Say I don’t know how to talk about my feelings like an adult,
When I could accuse you of the same thing.
I hide behind emoji’s and “I don’t knows”,
You hide behind dick pics and lust,
I don’t know what we are,
But I know if I ask I won’t get the answer I want.
You give me heartfelt advice,
And worry about me,
And get jealous when someone else likes me,
Yet you tell me you don’t share my feelings,
But you “like” me,
That you can be a “jerk” but you’re not an “asshole”,
What the hell is all of that supposed to mean?!

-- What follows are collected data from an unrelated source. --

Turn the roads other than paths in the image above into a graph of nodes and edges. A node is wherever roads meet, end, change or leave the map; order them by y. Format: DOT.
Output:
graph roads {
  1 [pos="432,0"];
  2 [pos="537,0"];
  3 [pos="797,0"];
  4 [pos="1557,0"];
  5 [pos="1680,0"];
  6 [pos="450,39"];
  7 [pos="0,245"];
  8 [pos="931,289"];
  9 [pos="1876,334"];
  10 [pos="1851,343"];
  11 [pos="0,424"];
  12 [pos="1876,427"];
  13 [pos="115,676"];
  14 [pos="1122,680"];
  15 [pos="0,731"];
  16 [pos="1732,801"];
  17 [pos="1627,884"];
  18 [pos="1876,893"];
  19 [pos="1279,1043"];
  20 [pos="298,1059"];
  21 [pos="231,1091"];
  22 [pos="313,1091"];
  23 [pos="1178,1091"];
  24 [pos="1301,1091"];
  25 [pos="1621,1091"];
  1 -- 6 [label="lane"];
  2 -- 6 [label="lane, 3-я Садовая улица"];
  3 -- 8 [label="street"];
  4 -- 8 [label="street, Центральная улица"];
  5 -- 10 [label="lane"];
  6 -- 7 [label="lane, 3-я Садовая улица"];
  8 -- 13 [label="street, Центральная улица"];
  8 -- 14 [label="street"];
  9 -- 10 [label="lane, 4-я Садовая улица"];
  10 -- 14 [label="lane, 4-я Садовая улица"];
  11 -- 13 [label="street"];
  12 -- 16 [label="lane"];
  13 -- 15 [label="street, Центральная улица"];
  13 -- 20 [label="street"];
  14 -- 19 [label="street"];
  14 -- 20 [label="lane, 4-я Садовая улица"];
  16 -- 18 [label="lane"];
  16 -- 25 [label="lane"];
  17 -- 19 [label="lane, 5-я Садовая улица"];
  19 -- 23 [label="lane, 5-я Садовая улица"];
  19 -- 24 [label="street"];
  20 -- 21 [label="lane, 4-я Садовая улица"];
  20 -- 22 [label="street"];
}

And then just when I think I understand what we are,
You change the rules of the game.
You make friend-zone jokes,
But then when I make them back you tell me “we were never friends”,
I meet your dad,
And help you paint your apartment,
And run errands with you.
If that’s not friendship, and it’s definitely not more, then what the hell?
All I want-
No,
All I need,
Is just for you to sit down with me,
And talk,
Tell me what’s going on in your head,
Not just some bullshit meant to placate me,
But the honest reality of you,
And yes, maybe I wish your words would be the same as mine, but I know they won’t,
And I can deal with that,
Just give me some stability,
Some God’s honest truth-
Before I lose my mind trying to figure you out.